Segment Start: Record excerpts

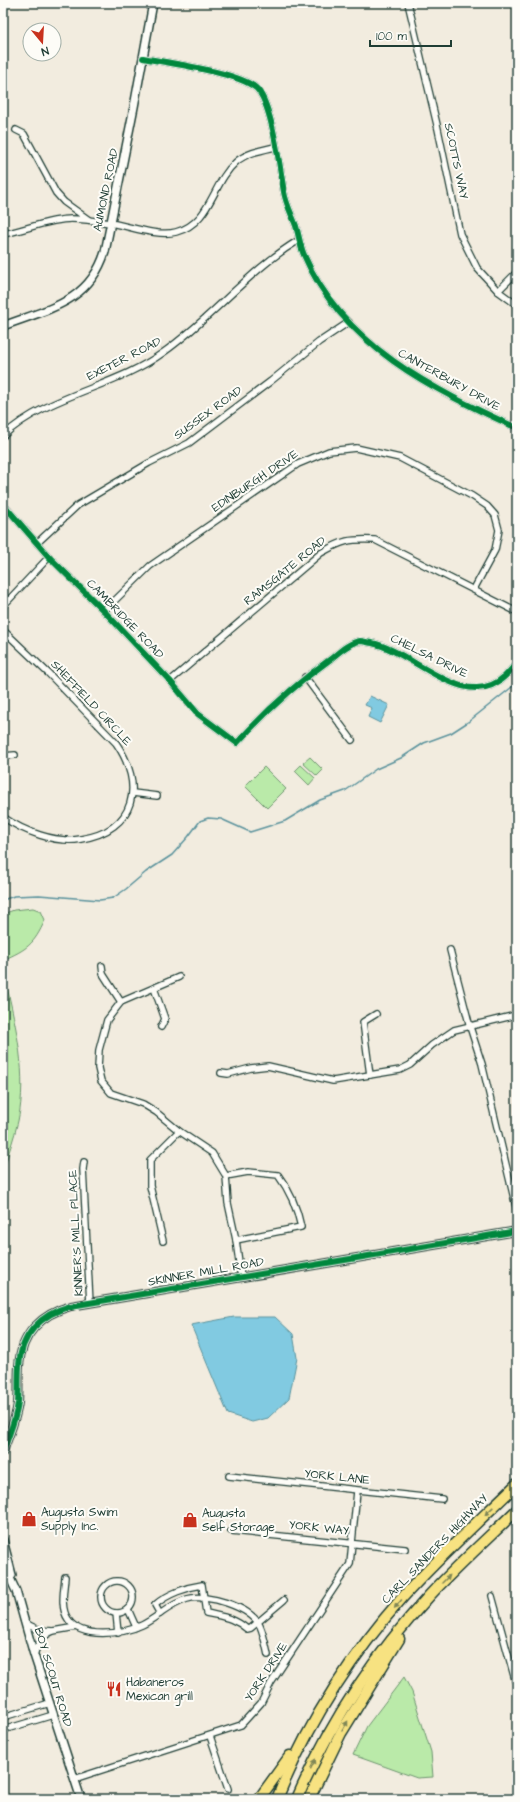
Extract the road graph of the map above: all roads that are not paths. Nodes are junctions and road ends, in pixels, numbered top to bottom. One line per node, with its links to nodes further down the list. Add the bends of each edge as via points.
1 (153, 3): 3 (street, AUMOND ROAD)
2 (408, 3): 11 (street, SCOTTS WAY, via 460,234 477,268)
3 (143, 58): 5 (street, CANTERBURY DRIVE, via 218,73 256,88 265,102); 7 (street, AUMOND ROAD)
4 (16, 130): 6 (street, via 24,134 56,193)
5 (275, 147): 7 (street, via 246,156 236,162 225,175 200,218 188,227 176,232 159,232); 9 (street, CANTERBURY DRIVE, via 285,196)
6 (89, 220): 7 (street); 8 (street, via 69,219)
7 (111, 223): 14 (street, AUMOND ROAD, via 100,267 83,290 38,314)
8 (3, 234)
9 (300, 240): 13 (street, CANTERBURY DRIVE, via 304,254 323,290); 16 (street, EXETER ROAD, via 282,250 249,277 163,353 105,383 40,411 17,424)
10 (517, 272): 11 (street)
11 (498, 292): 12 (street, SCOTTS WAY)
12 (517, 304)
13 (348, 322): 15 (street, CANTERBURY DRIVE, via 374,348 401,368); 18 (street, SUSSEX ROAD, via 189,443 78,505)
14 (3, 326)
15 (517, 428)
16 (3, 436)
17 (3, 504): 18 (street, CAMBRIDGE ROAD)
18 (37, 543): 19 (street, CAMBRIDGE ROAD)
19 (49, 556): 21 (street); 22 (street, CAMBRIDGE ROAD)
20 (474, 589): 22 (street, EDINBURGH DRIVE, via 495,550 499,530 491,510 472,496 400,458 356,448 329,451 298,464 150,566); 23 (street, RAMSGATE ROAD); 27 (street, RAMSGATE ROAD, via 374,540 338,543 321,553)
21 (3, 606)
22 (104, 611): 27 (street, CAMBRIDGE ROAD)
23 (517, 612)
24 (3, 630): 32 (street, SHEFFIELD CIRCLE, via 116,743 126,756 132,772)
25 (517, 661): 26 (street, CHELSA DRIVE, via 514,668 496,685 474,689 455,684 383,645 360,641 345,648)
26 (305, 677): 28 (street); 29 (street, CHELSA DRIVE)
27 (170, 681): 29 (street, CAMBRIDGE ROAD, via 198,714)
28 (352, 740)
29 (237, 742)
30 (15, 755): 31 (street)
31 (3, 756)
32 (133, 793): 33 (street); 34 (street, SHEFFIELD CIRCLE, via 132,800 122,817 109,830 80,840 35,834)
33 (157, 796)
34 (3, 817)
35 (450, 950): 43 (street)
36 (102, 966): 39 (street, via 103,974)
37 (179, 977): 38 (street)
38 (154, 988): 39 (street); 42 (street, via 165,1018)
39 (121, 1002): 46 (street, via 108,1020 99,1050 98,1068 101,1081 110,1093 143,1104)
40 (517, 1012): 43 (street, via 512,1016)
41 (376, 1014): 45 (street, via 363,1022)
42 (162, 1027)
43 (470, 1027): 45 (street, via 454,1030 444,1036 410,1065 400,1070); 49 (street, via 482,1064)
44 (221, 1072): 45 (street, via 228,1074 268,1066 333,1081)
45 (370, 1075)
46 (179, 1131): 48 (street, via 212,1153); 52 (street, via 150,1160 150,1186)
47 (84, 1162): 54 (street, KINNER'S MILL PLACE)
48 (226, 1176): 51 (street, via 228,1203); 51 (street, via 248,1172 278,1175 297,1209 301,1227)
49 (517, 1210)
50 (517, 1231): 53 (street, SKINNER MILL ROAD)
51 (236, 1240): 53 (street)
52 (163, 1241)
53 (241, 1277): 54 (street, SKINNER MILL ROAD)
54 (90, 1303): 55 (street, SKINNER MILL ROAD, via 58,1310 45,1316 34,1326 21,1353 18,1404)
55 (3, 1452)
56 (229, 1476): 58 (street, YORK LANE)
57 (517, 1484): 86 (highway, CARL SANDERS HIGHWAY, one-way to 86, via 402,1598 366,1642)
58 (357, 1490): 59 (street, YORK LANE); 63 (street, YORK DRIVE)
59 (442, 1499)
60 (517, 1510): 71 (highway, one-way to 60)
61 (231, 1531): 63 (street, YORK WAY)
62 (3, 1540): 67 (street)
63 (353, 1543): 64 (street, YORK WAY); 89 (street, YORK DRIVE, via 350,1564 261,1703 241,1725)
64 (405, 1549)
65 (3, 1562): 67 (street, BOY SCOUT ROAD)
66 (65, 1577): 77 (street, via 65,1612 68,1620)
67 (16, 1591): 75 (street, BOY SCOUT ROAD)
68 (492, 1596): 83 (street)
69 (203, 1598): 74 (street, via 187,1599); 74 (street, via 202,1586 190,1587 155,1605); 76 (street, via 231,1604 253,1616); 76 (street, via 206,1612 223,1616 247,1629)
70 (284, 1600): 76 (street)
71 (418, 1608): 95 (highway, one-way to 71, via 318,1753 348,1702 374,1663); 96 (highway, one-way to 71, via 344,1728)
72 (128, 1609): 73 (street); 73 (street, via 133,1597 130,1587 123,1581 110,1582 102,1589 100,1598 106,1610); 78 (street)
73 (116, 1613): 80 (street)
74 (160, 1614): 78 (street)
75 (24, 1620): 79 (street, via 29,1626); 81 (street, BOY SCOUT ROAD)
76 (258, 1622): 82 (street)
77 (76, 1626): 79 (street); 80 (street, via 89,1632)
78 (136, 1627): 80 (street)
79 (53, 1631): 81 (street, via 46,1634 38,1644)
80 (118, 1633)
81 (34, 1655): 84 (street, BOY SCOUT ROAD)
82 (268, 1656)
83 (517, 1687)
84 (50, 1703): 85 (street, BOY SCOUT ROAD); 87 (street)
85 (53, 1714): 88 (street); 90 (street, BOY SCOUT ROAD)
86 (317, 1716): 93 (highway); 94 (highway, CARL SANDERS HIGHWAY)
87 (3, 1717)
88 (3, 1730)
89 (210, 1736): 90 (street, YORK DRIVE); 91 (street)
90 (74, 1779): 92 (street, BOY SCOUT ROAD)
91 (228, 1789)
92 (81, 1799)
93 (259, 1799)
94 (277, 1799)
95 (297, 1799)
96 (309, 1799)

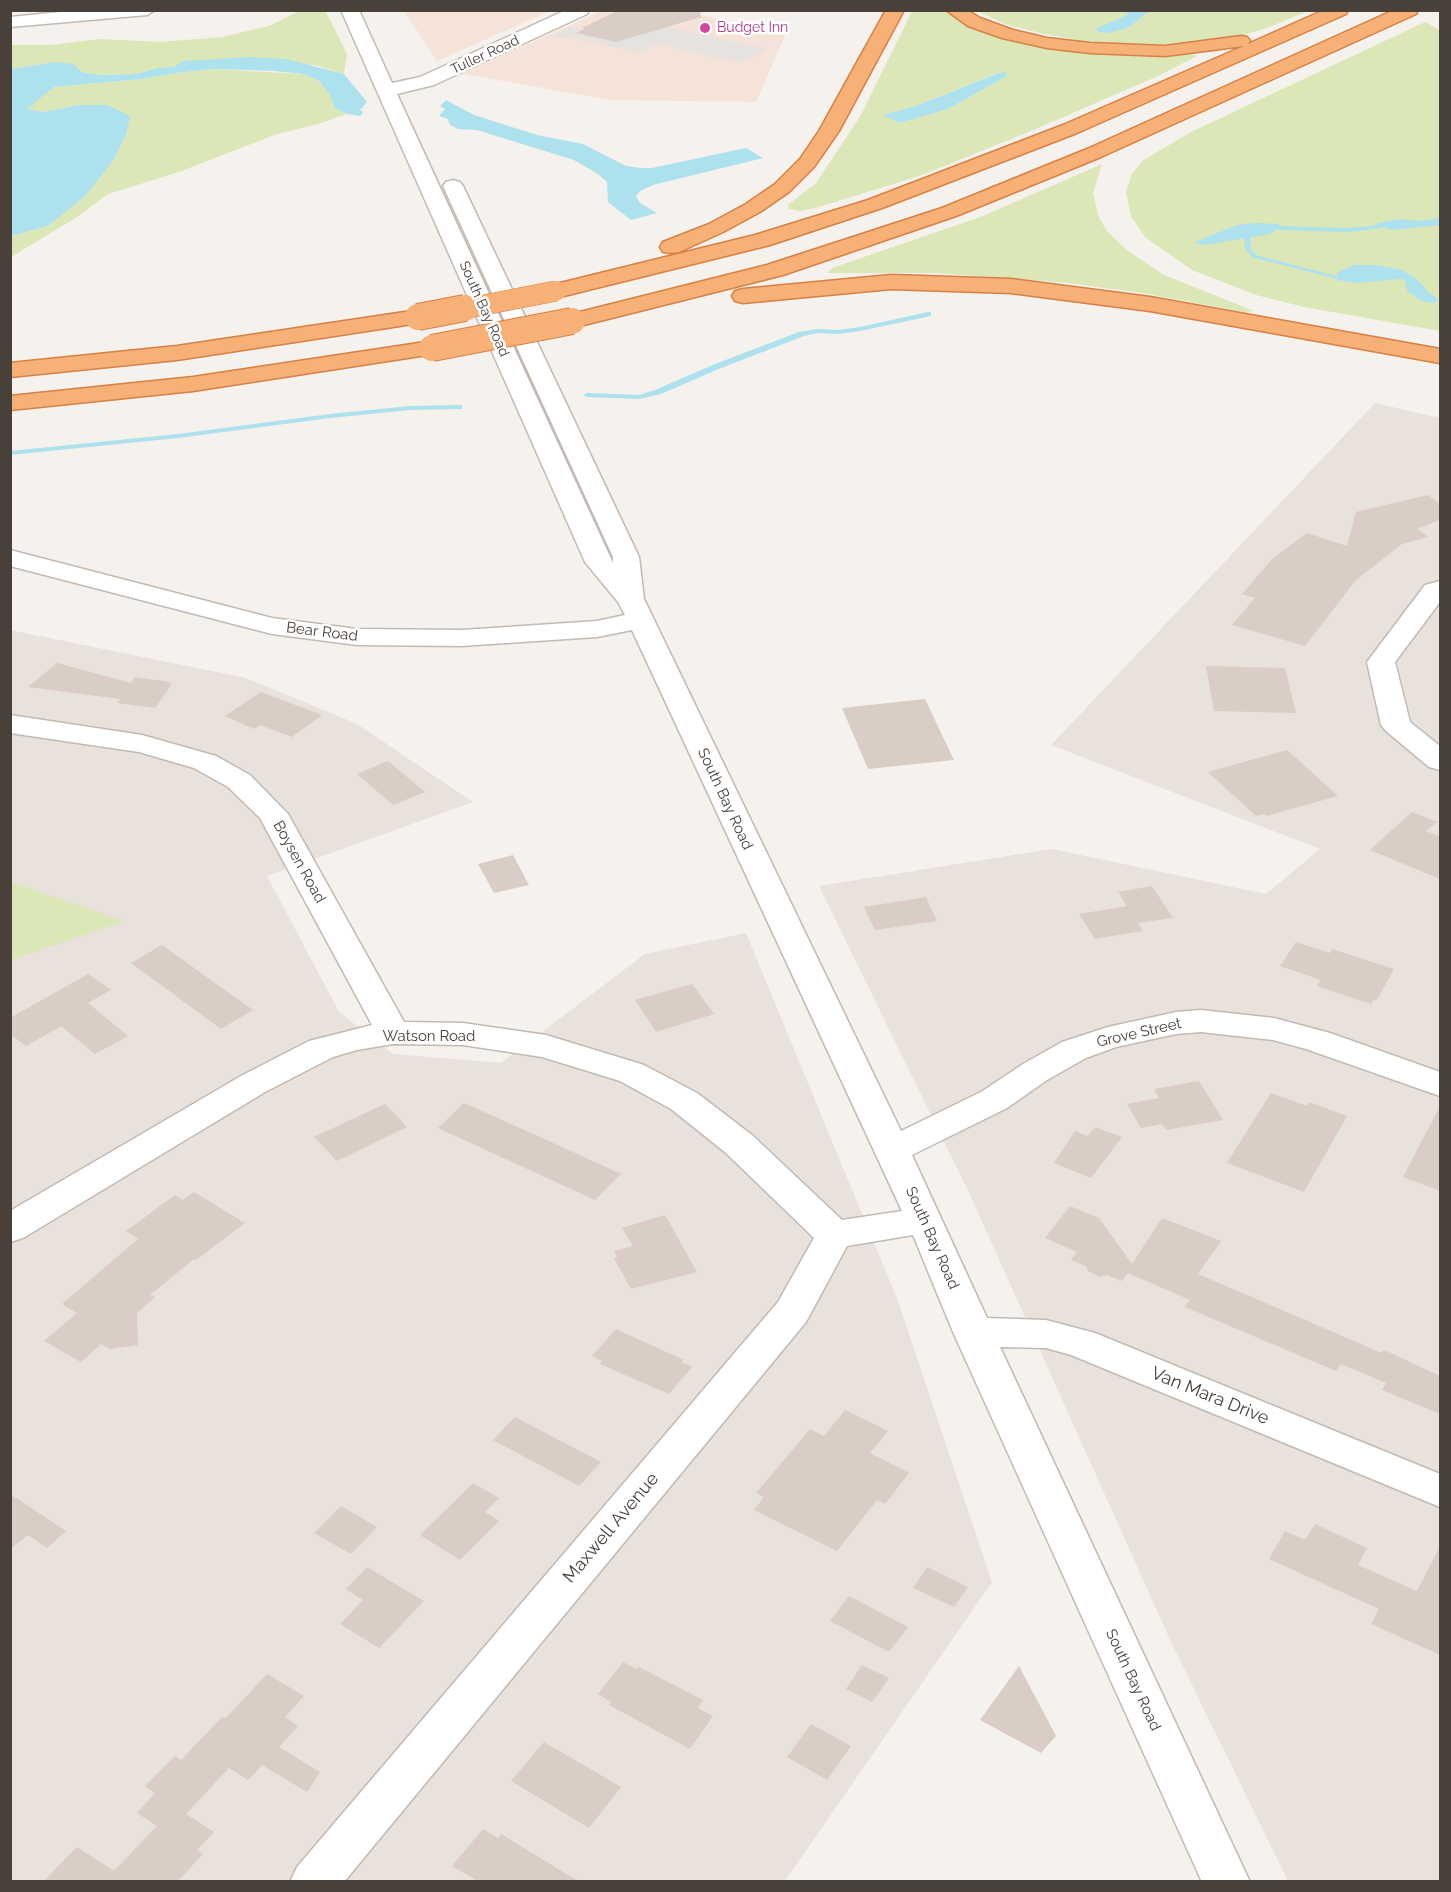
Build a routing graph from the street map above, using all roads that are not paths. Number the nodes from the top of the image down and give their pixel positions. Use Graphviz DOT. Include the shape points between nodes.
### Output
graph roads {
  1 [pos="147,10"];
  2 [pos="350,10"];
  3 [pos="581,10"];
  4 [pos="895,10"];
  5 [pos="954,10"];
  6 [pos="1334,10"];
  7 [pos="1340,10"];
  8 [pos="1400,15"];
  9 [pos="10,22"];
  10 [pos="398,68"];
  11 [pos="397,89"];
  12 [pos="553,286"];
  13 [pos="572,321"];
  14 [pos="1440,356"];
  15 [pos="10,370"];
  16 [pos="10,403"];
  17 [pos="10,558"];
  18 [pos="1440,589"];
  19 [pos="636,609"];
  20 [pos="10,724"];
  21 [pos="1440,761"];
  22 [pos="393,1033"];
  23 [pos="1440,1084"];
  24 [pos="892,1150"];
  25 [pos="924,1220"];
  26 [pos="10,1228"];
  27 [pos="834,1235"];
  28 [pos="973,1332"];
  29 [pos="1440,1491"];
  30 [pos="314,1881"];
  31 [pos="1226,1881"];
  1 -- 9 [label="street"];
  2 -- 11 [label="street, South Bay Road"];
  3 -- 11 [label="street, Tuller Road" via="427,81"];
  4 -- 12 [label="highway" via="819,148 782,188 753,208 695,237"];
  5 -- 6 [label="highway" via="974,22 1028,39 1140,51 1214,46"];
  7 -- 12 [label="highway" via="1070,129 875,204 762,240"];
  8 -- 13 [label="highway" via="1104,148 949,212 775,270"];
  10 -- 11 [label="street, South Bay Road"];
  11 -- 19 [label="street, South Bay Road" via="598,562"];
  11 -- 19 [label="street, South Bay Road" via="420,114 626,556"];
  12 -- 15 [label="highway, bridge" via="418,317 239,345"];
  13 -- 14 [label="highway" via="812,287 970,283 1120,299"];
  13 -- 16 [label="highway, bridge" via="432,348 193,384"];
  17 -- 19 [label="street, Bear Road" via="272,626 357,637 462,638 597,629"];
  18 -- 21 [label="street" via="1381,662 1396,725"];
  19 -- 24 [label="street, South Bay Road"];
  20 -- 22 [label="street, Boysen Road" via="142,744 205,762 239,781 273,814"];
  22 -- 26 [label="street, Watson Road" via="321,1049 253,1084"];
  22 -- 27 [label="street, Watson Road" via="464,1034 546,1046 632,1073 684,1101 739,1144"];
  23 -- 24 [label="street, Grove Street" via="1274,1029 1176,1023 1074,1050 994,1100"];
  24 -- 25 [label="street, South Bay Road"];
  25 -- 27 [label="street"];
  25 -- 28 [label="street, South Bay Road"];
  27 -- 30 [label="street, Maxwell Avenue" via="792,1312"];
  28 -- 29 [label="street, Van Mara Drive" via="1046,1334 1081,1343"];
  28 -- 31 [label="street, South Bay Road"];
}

Segment End: Record excerpts

Work task >>
Gather every line from the entries above where the word "roads" appears, and copy them.

Solution below >>
Extract the road graph of the map above: all roads that are not paths. Nodes are junctions and road ends, in pixels, numbered top to bottom. One line per node, with its links to nodes further down the list. Add the bends of each edge as via points.
Build a routing graph from the street map above, using all roads that are not paths. Number the nodes from the top of the image down and give their pixel positions. Use Graphviz DOT. Include the shape points between nodes.
graph roads {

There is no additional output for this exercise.